### Data in this exercise

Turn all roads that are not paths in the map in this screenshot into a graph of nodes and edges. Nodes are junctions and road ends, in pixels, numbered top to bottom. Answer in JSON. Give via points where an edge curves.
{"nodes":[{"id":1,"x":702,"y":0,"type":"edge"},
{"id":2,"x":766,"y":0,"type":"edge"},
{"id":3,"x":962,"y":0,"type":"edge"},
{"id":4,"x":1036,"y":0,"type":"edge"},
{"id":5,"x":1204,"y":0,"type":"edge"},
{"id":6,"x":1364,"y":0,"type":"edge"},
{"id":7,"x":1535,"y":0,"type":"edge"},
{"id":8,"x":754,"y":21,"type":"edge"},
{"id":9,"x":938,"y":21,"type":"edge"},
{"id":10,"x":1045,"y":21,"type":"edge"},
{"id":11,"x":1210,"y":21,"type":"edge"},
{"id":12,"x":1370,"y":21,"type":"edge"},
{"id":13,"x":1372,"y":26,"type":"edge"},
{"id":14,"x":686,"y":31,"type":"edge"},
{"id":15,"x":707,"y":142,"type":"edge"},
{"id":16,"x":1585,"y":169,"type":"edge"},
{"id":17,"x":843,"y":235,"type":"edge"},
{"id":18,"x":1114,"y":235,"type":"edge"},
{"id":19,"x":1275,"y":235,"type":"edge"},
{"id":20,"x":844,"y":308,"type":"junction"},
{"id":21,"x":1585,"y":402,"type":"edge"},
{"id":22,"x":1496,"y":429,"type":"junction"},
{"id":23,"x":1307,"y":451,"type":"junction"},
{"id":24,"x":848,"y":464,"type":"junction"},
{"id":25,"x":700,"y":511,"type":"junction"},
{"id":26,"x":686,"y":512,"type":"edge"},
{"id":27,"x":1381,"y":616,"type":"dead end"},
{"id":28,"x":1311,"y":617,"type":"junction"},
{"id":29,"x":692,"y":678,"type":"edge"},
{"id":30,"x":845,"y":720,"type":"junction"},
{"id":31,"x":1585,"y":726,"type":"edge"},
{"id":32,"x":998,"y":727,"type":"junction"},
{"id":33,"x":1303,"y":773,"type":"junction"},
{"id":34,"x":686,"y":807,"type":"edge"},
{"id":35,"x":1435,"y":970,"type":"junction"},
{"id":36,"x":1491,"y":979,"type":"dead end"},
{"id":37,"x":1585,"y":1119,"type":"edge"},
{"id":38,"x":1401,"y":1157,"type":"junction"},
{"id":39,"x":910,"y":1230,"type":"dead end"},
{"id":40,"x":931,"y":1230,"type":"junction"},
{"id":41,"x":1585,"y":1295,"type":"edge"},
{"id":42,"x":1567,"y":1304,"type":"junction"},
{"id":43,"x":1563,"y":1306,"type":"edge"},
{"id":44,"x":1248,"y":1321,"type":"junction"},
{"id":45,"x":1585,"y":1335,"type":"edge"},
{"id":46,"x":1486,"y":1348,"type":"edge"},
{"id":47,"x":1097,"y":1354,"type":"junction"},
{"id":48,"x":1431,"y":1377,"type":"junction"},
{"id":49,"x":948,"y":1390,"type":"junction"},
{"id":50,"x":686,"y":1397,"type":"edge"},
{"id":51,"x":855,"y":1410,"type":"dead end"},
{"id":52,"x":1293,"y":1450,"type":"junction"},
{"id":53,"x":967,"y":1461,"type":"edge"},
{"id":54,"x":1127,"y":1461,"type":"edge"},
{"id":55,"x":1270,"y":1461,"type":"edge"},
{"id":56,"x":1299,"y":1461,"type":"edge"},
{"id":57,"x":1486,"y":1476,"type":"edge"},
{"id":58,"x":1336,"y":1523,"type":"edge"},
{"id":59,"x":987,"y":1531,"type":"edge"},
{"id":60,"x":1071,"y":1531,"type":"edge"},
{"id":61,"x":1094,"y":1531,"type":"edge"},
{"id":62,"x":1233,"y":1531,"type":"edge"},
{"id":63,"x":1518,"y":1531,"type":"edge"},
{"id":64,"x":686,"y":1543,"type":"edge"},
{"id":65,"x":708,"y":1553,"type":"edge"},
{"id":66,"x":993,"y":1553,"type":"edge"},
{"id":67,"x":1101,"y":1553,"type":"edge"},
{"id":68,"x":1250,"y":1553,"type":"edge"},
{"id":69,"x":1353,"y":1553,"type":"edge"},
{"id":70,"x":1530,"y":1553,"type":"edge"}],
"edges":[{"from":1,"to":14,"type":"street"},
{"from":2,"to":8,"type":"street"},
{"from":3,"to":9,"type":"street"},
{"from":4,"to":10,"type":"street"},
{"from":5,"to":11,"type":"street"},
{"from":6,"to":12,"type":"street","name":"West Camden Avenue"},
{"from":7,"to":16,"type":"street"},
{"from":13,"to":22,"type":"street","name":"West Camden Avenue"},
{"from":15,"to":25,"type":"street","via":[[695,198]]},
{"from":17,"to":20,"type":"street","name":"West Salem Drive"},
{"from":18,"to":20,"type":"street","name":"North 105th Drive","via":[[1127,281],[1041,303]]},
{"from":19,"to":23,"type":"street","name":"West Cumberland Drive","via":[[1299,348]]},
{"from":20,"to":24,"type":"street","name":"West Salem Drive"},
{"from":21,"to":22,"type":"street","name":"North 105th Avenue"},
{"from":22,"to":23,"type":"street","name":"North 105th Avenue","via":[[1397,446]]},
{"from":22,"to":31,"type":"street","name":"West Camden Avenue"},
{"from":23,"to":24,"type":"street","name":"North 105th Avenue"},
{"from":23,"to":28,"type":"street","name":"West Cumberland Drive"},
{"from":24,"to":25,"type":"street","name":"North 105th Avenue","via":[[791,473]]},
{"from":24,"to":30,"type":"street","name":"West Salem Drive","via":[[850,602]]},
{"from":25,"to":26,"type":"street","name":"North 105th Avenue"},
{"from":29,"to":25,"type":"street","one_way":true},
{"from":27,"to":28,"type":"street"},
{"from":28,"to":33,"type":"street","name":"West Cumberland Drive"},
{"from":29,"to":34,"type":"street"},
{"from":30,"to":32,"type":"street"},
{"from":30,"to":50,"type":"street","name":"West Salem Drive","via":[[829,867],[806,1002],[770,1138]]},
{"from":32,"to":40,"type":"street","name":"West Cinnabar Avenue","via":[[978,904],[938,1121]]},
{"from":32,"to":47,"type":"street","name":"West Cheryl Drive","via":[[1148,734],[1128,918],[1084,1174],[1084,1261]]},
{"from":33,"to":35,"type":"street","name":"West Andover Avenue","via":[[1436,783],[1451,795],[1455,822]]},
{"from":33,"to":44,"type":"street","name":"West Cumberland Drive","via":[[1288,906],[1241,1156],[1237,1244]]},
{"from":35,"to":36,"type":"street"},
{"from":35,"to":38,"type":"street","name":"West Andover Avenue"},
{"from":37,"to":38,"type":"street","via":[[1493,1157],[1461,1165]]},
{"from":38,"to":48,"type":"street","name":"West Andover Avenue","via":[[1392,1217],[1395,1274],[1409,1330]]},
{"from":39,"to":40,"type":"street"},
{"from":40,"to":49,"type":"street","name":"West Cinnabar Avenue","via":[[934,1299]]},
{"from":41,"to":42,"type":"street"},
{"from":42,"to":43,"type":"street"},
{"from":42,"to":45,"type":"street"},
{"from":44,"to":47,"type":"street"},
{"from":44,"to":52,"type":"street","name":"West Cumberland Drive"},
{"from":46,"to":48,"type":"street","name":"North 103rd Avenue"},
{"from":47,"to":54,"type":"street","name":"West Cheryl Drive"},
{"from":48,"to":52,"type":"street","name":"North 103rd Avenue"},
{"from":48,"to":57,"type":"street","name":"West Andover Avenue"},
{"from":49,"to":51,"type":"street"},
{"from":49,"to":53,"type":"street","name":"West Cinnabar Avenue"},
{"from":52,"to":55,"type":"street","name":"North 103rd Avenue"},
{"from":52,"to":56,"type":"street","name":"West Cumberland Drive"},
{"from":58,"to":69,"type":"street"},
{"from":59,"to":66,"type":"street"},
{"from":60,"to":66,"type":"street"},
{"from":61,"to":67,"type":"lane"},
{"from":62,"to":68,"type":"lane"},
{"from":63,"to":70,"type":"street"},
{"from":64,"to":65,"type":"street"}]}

######

_What needs to be done_
Where the string "nodes" appears in a line of the entries, that line counts; state the total number of such lines and nothing else.

_Output_
2